Here is a board with the 50x31 Sick of Beige case.
This board uses a 6-pin PIC (PIC10F322) to generate a pulse of an exact length from the rising edge of a button. This is going on The Ohio State University's formula car (http://www.formulabuckeyes.com/), and will actuate our pneumatic shifters. Originally we used a monostable 555 circuit to generate the pulse, but we wanted something we could program different times into rather than adjusting a potentiometer. Also, since this is going on a formula car with a lot of vibrations, we try and avoid potentiometers when we can.
Here are some more pics of the board:
(Those are the MOSFETs we use to switch power for the pistons on the back)
(5V section of the board to the left of the divide, 12V section to the right)
(Schematic of the board. Pretty simple stuff, except using the ICSP header and 4 IO can be a bit challenging on a 6 pin PIC. I also had to be sure no one could mess up and send erratic signals to the shifters, potentially damaging the system. Notice that DAT and CLK can't be connected while the MOSFETs are connected)

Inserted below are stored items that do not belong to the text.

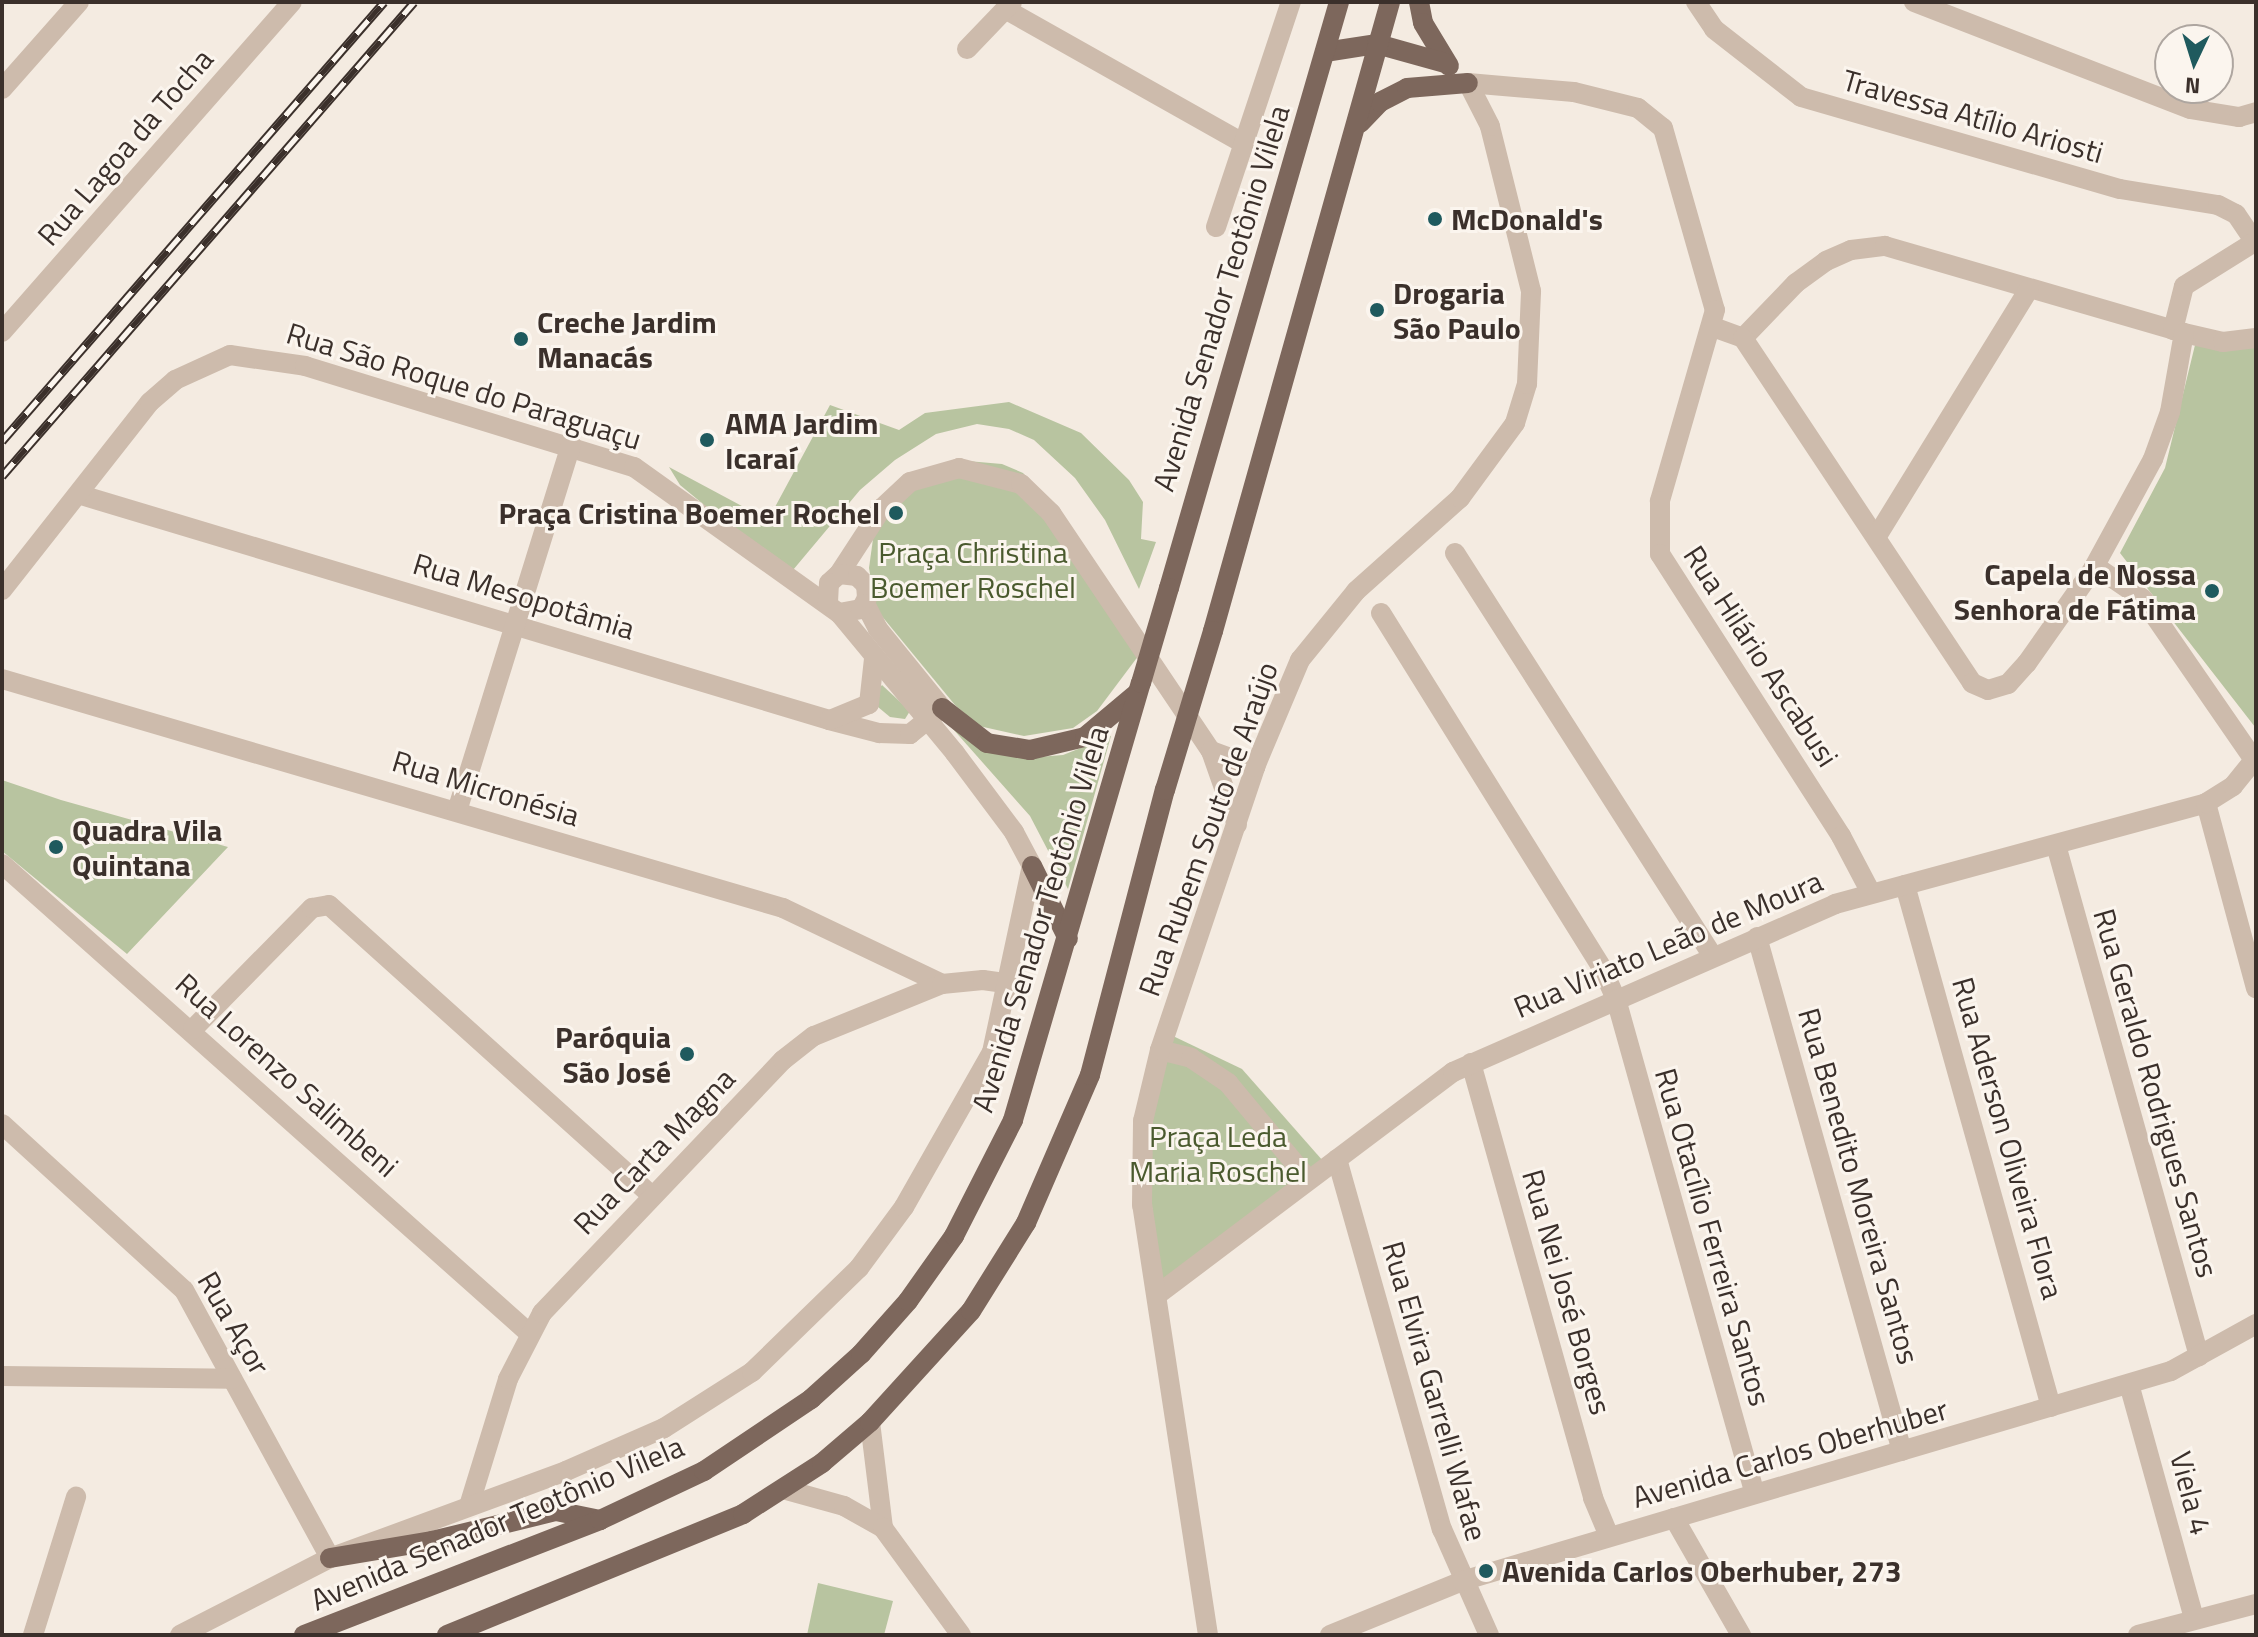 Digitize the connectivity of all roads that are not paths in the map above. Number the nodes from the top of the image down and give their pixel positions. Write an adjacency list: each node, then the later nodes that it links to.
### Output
1 (79, 2): 16 (street)
2 (292, 2): 25 (street, Rua Lagoa da Tocha)
3 (1291, 2): 19 (street)
4 (1329, 2): 12 (main road)
5 (1339, 2): 12 (main road, Avenida Senador Teotônio Vilela)
6 (1390, 2): 11 (main road)
7 (1419, 2): 14 (main road)
8 (1696, 2): 21 (street, Travessa Atílio Ariosti)
9 (1914, 2): 17 (street)
10 (1008, 5): 13 (street); 19 (street)
11 (1377, 44): 12 (main road); 14 (main road); 18 (main road)
12 (1327, 46): 43 (main road, Avenida Senador Teotônio Vilela, bridge)
13 (967, 49)
14 (1445, 63): 15 (main road)
15 (1468, 83): 18 (main road); 23 (street, Rua Hilário Ascabusi); 49 (street, Rua Rubem Souto de Araújo)
16 (2, 89)
17 (2256, 112)
18 (1355, 130): 80 (main road, bridge)
19 (1243, 143): 20 (street)
20 (1216, 227)
21 (2255, 242): 24 (street)
22 (2029, 289): 24 (street); 26 (street); 31 (street)
23 (1713, 327): 26 (street); 57 (street, Rua Hilário Ascabusi)
24 (2179, 331): 27 (street); 33 (street)
25 (2, 332)
26 (1743, 338): 31 (street)
27 (2256, 338)
28 (571, 444): 29 (street, Rua São Roque do Paraguaçu); 38 (street, Rua São Roque do Paraguaçu); 40 (street)
29 (81, 495): 36 (street, Rua São Roque do Paraguaçu); 40 (street, Rua Mesopotâmia)
30 (870, 527): 34 (street); 35 (street); 47 (street)
31 (1877, 536): 33 (street)
32 (1455, 553): 60 (street)
33 (2095, 566): 48 (street)
34 (839, 574): 35 (street); 38 (street)
35 (862, 580): 37 (street)
36 (2, 590)
37 (865, 604): 38 (street); 44 (street)
38 (834, 608): 41 (street, Rua São Roque do Paraguaçu)
39 (1381, 613): 64 (street, Rua Otacílio Ferreira Santos)
40 (516, 624): 45 (street, Rua Mesopotâmia); 51 (street)
41 (874, 659): 45 (street); 46 (street, Rua São Roque do Paraguaçu)
42 (2, 679): 51 (street, Rua Micronésia)
43 (1140, 687): 44 (main road); 59 (main road, Avenida Senador Teotônio Vilela)
44 (942, 708): 46 (street, Rua Mesopotâmia)
45 (829, 720): 46 (street, Rua Mesopotâmia)
46 (927, 722): 55 (street, Rua São Roque do Paraguaçu)
47 (1211, 751): 49 (street); 52 (street)
48 (2255, 761): 50 (street, Rua Viriato Leão de Moura)
49 (1255, 767): 52 (street, Rua Rubem Souto de Araújo)
50 (2206, 803): 53 (street, Rua Viriato Leão de Moura); 63 (street)
51 (457, 811): 61 (street, Rua Micronésia)
52 (1237, 825): 66 (street, Rua Rubem Souto de Araújo)
53 (2056, 845): 56 (street, Rua Viriato Leão de Moura); 75 (street, Rua Geraldo Rodrigues Santos)
54 (2, 864): 65 (street, Rua Lorenzo Salimbeni)
55 (1032, 866): 59 (main road); 62 (street, Avenida Senador Teotônio Vilela)
56 (1905, 885): 57 (street, Rua Viriato Leão de Moura); 79 (street, Rua Aderson Oliveira Flora)
57 (1871, 893): 58 (street, Rua Viriato Leão de Moura)
58 (1757, 937): 60 (street, Rua Viriato Leão de Moura); 81 (street, Rua Benedito Moreira Santos)
59 (1068, 939): 87 (main road, Avenida Senador Teotônio Vilela)
60 (1713, 957): 64 (street, Rua Viriato Leão de Moura)
61 (942, 984): 62 (street, Rua Carta Magna); 71 (street, Rua Carta Magna)
62 (1010, 984): 85 (street, Avenida Senador Teotônio Vilela)
63 (2256, 988)
64 (1616, 999): 67 (street, Rua Viriato Leão de Moura); 83 (street, Rua Otacílio Ferreira Santos)
65 (193, 1029): 71 (street); 74 (street, Rua Lorenzo Salimbeni)
66 (1160, 1050): 70 (street); 72 (street, Rua Rubem Souto de Araújo)
67 (1471, 1063): 69 (street, Rua Viriato Leão de Moura); 89 (street, Rua Nei José Borges)
68 (2, 1124): 77 (street, Rua Açor)
69 (1337, 1159): 70 (street, Rua Viriato Leão de Moura); 91 (street, Rua Elvira Garrelli Wafae)
70 (1308, 1179): 72 (street, Rua Viriato Leão de Moura)
71 (650, 1194): 74 (street, Rua Carta Magna)
72 (1157, 1295): 100 (street, Rua Rubem Souto de Araújo)
73 (2256, 1324): 75 (street, Avenida Carlos Oberhuber)
74 (529, 1333): 85 (street, Rua Carta Magna)
75 (2199, 1356): 78 (street, Avenida Carlos Oberhuber)
76 (2, 1376): 77 (street)
77 (232, 1379): 90 (street, Rua Açor)
78 (2129, 1384): 79 (street, Avenida Carlos Oberhuber); 93 (street, Viela 4)
79 (2051, 1407): 81 (street, Avenida Carlos Oberhuber)
80 (870, 1422): 82 (main road); 88 (street)
81 (1902, 1451): 83 (street, Avenida Carlos Oberhuber)
82 (783, 1489): 88 (street); 98 (main road)
83 (1754, 1491): 86 (street, Avenida Carlos Oberhuber)
84 (76, 1497): 96 (street)
85 (469, 1506): 90 (street, Avenida Senador Teotônio Vilela)
86 (1674, 1518): 89 (street, Avenida Carlos Oberhuber); 102 (street)
87 (600, 1520): 90 (main road); 94 (main road, Avenida Senador Teotônio Vilela)
88 (883, 1528): 99 (street)
89 (1609, 1536): 91 (street, Avenida Carlos Oberhuber)
90 (330, 1558): 97 (street, Avenida Senador Teotônio Vilela)
91 (1462, 1581): 95 (street, Avenida Carlos Oberhuber); 101 (street, Rua Elvira Garrelli Wafae)
92 (2256, 1604): 93 (street)
93 (2194, 1619): 103 (street)
94 (312, 1634)
95 (1334, 1634)
96 (33, 1635)
97 (180, 1635)
98 (447, 1635)
99 (961, 1635)
100 (1208, 1635)
101 (1489, 1635)
102 (1741, 1635)
103 (2138, 1635)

This was my first project involving polygons, PIC, Sick of Beige, and Eagle (although I have used NI multisim). So all and all this was a really interesting learning experience.
Big shout out to Ian for the advice/support! Also, this being my first PIC project, this site was incredibly helpful, so a big thank you to all you forum people as well! Finally, although we will be switching to Seeed, Laen has been an awesome PCB service. So thanks, Laen!